**EXERCISE**
Each line from the one with "Build a routing" to the final line of the data must be reproduced exactly, and no other line may appear.

Start of Block

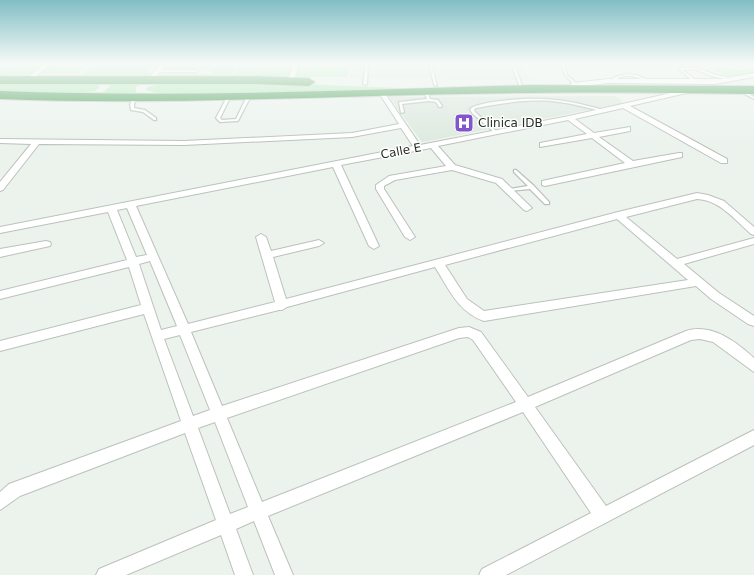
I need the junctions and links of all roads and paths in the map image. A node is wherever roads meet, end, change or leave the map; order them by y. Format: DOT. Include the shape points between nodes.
graph roads {
  1 [pos="97,90"];
  2 [pos="141,90"];
  3 [pos="412,90"];
  4 [pos="455,90"];
  5 [pos="502,90"];
  6 [pos="614,90"];
  7 [pos="616,90"];
  8 [pos="680,90"];
  9 [pos="748,90"];
  10 [pos="430,92"];
  11 [pos="382,93"];
  12 [pos="0,95"];
  13 [pos="229,96"];
  14 [pos="249,96"];
  15 [pos="61,97"];
  16 [pos="135,97"];
  17 [pos="162,97"];
  18 [pos="754,98"];
  19 [pos="649,100"];
  20 [pos="440,106"];
  21 [pos="625,106"];
  22 [pos="604,111"];
  23 [pos="402,112"];
  24 [pos="569,118"];
  25 [pos="155,119"];
  26 [pos="402,126"];
  27 [pos="627,129"];
  28 [pos="495,132"];
  29 [pos="594,136"];
  30 [pos="0,141"];
  31 [pos="36,142"];
  32 [pos="433,145"];
  33 [pos="543,145"];
  34 [pos="418,148"];
  35 [pos="679,155"];
  36 [pos="724,161"];
  37 [pos="336,164"];
  38 [pos="632,164"];
  39 [pos="452,167"];
  40 [pos="516,171"];
  41 [pos="545,183"];
  42 [pos="532,187"];
  43 [pos="0,188"];
  44 [pos="510,190"];
  45 [pos="547,203"];
  46 [pos="130,204"];
  47 [pos="111,207"];
  48 [pos="527,208"];
  49 [pos="618,215"];
  50 [pos="0,230"];
  51 [pos="754,232"];
  52 [pos="261,237"];
  53 [pos="410,237"];
  54 [pos="754,241"];
  55 [pos="319,243"];
  56 [pos="46,244"];
  57 [pos="374,246"];
  58 [pos="0,253"];
  59 [pos="266,255"];
  60 [pos="153,257"];
  61 [pos="133,262"];
  62 [pos="438,263"];
  63 [pos="675,263"];
  64 [pos="698,282"];
  65 [pos="0,295"];
  66 [pos="282,306"];
  67 [pos="149,308"];
  68 [pos="753,322"];
  69 [pos="184,329"];
  70 [pos="157,336"];
  71 [pos="0,346"];
  72 [pos="754,366"];
  73 [pos="525,405"];
  74 [pos="219,414"];
  75 [pos="190,424"];
  76 [pos="754,437"];
  77 [pos="0,502"];
  78 [pos="258,512"];
  79 [pos="603,516"];
  80 [pos="227,524"];
  81 [pos="105,575"];
  82 [pos="244,575"];
  83 [pos="284,575"];
  84 [pos="488,575"];
  1 -- 15 [label="highway"];
  2 -- 17 [label="highway"];
  3 -- 10 [label="highway"];
  4 -- 10 [label="highway"];
  5 -- 10 [label="highway"];
  6 -- 21 [label="highway" via="626,99 628,102"];
  7 -- 19 [label="highway" via="631,97"];
  8 -- 19 [label="street, Calle E"];
  9 -- 18 [label="lane"];
  10 -- 11 [label="highway"];
  10 -- 20 [label="lane"];
  10 -- 23 [label="lane" via="400,103"];
  11 -- 14 [label="highway"];
  11 -- 26 [label="street"];
  12 -- 15 [label="highway"];
  13 -- 14 [label="highway"];
  13 -- 14 [label="lane" via="218,118 221,121 237,120"];
  13 -- 17 [label="highway"];
  15 -- 16 [label="highway"];
  16 -- 17 [label="highway"];
  16 -- 25 [label="lane" via="132,109 144,112"];
  19 -- 21 [label="street, Calle E"];
  21 -- 22 [label="street, Calle E"];
  21 -- 36 [label="street"];
  22 -- 24 [label="street, Calle E"];
  22 -- 28 [label="lane" via="539,99 508,101 472,109"];
  24 -- 28 [label="street, Calle E"];
  24 -- 29 [label="street"];
  26 -- 31 [label="street" via="352,135 184,144"];
  26 -- 34 [label="street"];
  27 -- 29 [label="street"];
  28 -- 32 [label="street, Calle E"];
  29 -- 33 [label="street"];
  29 -- 38 [label="street"];
  30 -- 31 [label="street"];
  31 -- 43 [label="street"];
  32 -- 34 [label="street, Calle E"];
  32 -- 39 [label="street"];
  34 -- 37 [label="street, Calle E"];
  35 -- 38 [label="street"];
  37 -- 46 [label="street, Calle E"];
  37 -- 57 [label="street"];
  38 -- 41 [label="street"];
  39 -- 44 [label="street" via="499,181"];
  39 -- 53 [label="street" via="392,178 380,185"];
  40 -- 42 [label="lane"];
  42 -- 44 [label="lane"];
  42 -- 45 [label="lane"];
  44 -- 48 [label="street"];
  46 -- 47 [label="street, Calle E"];
  46 -- 60 [label="street"];
  47 -- 50 [label="street, Calle E"];
  47 -- 61 [label="street"];
  49 -- 51 [label="street" via="702,196 720,203"];
  49 -- 62 [label="street"];
  49 -- 63 [label="street"];
  52 -- 59 [label="street"];
  54 -- 63 [label="street"];
  55 -- 59 [label="street"];
  56 -- 58 [label="street"];
  59 -- 66 [label="street"];
  60 -- 61 [label="street"];
  60 -- 69 [label="street"];
  61 -- 65 [label="street"];
  61 -- 67 [label="street"];
  62 -- 64 [label="street" via="466,306 484,316"];
  62 -- 66 [label="street"];
  63 -- 64 [label="street"];
  64 -- 68 [label="street"];
  66 -- 69 [label="street"];
  67 -- 70 [label="street"];
  67 -- 71 [label="street"];
  69 -- 70 [label="street"];
  69 -- 74 [label="street"];
  70 -- 75 [label="street"];
  72 -- 73 [label="street" via="721,340 710,335 690,334"];
  73 -- 74 [label="street" via="477,336 469,332"];
  73 -- 78 [label="street"];
  73 -- 79 [label="street"];
  74 -- 75 [label="street"];
  74 -- 78 [label="street"];
  75 -- 77 [label="street" via="21,488"];
  75 -- 80 [label="street"];
  76 -- 79 [label="street"];
  78 -- 80 [label="street"];
  78 -- 83 [label="street"];
  79 -- 84 [label="street"];
  80 -- 81 [label="street"];
  80 -- 82 [label="street"];
}
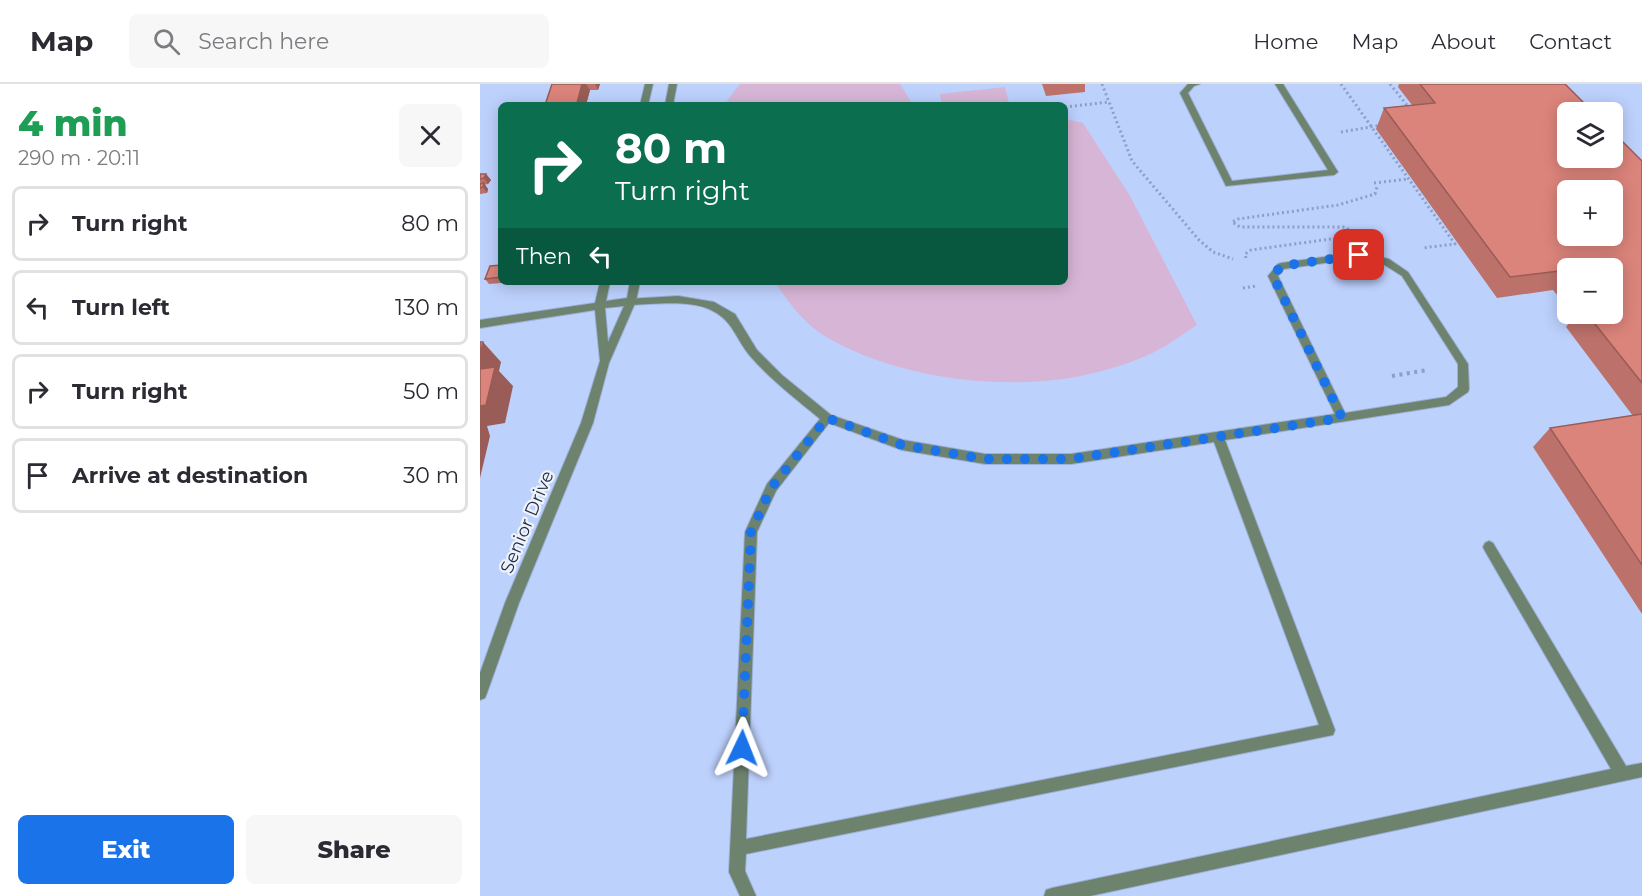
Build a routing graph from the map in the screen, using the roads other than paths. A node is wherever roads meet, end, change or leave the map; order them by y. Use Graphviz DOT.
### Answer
graph roads {
  1 [pos="649,84"];
  2 [pos="673,84"];
  3 [pos="1197,84"];
  4 [pos="1279,84"];
  5 [pos="645,102"];
  6 [pos="670,102"];
  7 [pos="605,285"];
  8 [pos="634,285"];
  9 [pos="631,301"];
  10 [pos="600,305"];
  11 [pos="480,324"];
  12 [pos="604,363"];
  13 [pos="827,418"];
  14 [pos="1342,418"];
  15 [pos="1218,437"];
  16 [pos="1489,547"];
  17 [pos="480,693"];
  18 [pos="1642,770"];
  19 [pos="1622,774"];
  20 [pos="738,848"];
  21 [pos="748,896"];
  22 [pos="1052,896"];
  1 -- 5 [label="street"];
  2 -- 6 [label="street"];
  3 -- 4 [label="street"];
  7 -- 10 [label="street, Senior Drive"];
  8 -- 9 [label="street, Senior Drive"];
  9 -- 10 [label="street"];
  9 -- 12 [label="street, Senior Drive"];
  9 -- 13 [label="street"];
  10 -- 11 [label="street"];
  10 -- 12 [label="street, Senior Drive"];
  12 -- 17 [label="street, Senior Drive"];
  13 -- 15 [label="street"];
  13 -- 20 [label="street"];
  14 -- 14 [label="street"];
  14 -- 15 [label="street"];
  15 -- 20 [label="street"];
  16 -- 19 [label="street"];
  18 -- 19 [label="street"];
  19 -- 22 [label="street"];
  20 -- 21 [label="street"];
}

End of Block

**SOLUTION FOR THIS EXERCISE**
Build a routing graph from the map in the screen, using the roads other than paths. A node is wherever roads meet, end, change or leave the map; order them by y. Use Graphviz DOT.
### Answer
graph roads {
  1 [pos="649,84"];
  2 [pos="673,84"];
  3 [pos="1197,84"];
  4 [pos="1279,84"];
  5 [pos="645,102"];
  6 [pos="670,102"];
  7 [pos="605,285"];
  8 [pos="634,285"];
  9 [pos="631,301"];
  10 [pos="600,305"];
  11 [pos="480,324"];
  12 [pos="604,363"];
  13 [pos="827,418"];
  14 [pos="1342,418"];
  15 [pos="1218,437"];
  16 [pos="1489,547"];
  17 [pos="480,693"];
  18 [pos="1642,770"];
  19 [pos="1622,774"];
  20 [pos="738,848"];
  21 [pos="748,896"];
  22 [pos="1052,896"];
  1 -- 5 [label="street"];
  2 -- 6 [label="street"];
  3 -- 4 [label="street"];
  7 -- 10 [label="street, Senior Drive"];
  8 -- 9 [label="street, Senior Drive"];
  9 -- 10 [label="street"];
  9 -- 12 [label="street, Senior Drive"];
  9 -- 13 [label="street"];
  10 -- 11 [label="street"];
  10 -- 12 [label="street, Senior Drive"];
  12 -- 17 [label="street, Senior Drive"];
  13 -- 15 [label="street"];
  13 -- 20 [label="street"];
  14 -- 14 [label="street"];
  14 -- 15 [label="street"];
  15 -- 20 [label="street"];
  16 -- 19 [label="street"];
  18 -- 19 [label="street"];
  19 -- 22 [label="street"];
  20 -- 21 [label="street"];
}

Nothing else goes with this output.